The problem is that this method doesn't edit sound; it edits pictures of sound. Many audio details just don't show up on a waveform. That's why professional sound editors use waveforms as a rough guide only and mark their edits while scrubbing and listening. This method is faster and more flexible than relying on waveforms and just as precise for dialog purposes.
It's also easy to learn how to edit this way. All you need is a little ear training and an understanding of how sounds fit together. Then, you'll be able to replace individual syllables of on-camera dialog, piece together the most challenging interview, or assemble inhumanly perfect voice-overs. We'll start by stretching your ears a little. Then, we'll go over some tips for how to edit what you'll soon be able to hear.
Film and video work because your eyes can't distinguish individual stills when they're flashed quickly, so they blur into an illusion of motion. But you can identify sounds that are much faster than a single frame. Want proof? Say these two phrases aloud: "the small pot" and "the small tot". Figure 1 shows the first phrase on the upper channel and the second one on the bottom. Only about a dozen milliseconds of sound -- in the red circles -- have any significant difference. That's less than half a video frame... but you'd never confuse a cooking utensil with a child.
Figure 1:
These two phrases have very different meanings. But except for one tiny phoneme, they sound the same.
This ability to hear and understand fast sounds is already built into most of us. If you want to edit successfully, you just have to learn to analyze what you've heard. Many musicians and actors already have this talent. But even if you can't carry a tune, you can hone your ears with some fairly simple voice-and-mind exercises to improve your short-term audio memory.
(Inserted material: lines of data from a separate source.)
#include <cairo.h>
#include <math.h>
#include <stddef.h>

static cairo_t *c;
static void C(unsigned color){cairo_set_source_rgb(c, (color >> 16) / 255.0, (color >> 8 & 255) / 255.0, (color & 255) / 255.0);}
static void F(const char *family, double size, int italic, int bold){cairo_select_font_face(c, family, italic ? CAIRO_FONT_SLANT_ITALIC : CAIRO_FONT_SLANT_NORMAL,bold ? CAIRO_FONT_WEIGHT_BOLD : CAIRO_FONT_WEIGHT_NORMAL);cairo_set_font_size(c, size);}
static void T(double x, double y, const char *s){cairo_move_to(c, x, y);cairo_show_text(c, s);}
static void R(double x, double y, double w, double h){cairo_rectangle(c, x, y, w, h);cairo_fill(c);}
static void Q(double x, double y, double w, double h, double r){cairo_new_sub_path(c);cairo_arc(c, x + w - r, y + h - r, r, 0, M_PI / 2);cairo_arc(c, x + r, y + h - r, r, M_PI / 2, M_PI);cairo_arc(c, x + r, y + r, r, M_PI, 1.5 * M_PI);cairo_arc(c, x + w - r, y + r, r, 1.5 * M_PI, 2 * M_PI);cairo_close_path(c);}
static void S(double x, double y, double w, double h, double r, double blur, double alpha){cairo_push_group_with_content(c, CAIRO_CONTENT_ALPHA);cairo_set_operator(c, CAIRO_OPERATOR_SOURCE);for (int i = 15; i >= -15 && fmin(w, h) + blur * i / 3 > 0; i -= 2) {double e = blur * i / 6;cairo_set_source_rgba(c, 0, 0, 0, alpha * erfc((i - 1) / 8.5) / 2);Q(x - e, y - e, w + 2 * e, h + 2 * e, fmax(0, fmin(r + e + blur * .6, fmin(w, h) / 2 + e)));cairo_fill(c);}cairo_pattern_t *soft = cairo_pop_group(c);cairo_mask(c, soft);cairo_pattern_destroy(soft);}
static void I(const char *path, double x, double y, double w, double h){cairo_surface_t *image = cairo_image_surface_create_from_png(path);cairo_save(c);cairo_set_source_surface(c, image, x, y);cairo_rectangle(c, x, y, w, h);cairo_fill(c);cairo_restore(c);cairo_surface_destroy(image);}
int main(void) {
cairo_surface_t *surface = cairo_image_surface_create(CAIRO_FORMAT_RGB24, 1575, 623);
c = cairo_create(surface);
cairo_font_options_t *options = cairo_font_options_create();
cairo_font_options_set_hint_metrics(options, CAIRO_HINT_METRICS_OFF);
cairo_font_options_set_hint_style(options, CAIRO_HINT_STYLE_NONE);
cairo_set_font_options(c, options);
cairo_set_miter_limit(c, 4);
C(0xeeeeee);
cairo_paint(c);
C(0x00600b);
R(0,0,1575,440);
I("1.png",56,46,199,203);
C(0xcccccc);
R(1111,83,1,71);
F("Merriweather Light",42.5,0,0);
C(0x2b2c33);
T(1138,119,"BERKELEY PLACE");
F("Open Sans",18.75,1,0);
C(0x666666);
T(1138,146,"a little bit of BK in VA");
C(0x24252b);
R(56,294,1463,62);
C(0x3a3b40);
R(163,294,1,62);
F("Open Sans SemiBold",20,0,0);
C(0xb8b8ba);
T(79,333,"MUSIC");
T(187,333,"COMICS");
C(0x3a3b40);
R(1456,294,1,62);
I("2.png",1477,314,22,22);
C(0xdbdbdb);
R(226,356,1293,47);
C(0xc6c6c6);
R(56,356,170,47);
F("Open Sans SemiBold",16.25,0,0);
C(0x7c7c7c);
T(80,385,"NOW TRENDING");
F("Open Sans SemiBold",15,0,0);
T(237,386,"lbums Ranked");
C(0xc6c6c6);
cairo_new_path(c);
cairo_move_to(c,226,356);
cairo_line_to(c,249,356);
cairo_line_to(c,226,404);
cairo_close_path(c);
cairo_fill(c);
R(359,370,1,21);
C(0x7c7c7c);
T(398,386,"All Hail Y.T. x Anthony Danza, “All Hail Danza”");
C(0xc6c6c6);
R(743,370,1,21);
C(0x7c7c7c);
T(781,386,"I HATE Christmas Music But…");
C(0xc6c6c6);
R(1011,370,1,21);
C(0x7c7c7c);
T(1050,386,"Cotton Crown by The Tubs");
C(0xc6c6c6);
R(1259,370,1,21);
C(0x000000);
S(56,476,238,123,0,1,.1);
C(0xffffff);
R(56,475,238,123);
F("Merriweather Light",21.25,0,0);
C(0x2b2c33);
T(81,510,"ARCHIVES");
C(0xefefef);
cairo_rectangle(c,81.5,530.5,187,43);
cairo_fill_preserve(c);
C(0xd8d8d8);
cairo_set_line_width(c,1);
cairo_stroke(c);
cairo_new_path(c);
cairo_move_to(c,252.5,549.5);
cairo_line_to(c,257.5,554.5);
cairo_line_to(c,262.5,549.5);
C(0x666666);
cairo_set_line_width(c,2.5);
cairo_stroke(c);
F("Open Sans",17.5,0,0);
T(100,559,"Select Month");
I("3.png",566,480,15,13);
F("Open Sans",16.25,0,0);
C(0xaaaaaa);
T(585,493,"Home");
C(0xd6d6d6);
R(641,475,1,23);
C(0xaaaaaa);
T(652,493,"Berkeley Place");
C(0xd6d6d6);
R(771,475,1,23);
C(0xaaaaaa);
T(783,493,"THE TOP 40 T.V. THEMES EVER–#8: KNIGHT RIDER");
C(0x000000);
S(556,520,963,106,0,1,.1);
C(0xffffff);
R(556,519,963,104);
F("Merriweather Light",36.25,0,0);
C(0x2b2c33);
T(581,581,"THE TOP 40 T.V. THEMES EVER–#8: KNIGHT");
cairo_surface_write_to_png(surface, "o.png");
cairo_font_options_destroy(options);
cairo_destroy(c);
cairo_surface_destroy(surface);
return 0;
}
Say "the small pot" aloud, listening very closely to your own voice while you do. Then, immediately afterwards, hear those three syllables again in your head. Try to remember exactly what your voice sounded like. Repeat this a few times, and you'll find that you can recall the actual sound of your voice more and more accurately. Try saying the phrase with different intonations and timings, and hear those versions in your head as well. Try saying slightly longer phrases until you can recall them also. Then try listening to very short dialog clips, and practice until you can recall them as well.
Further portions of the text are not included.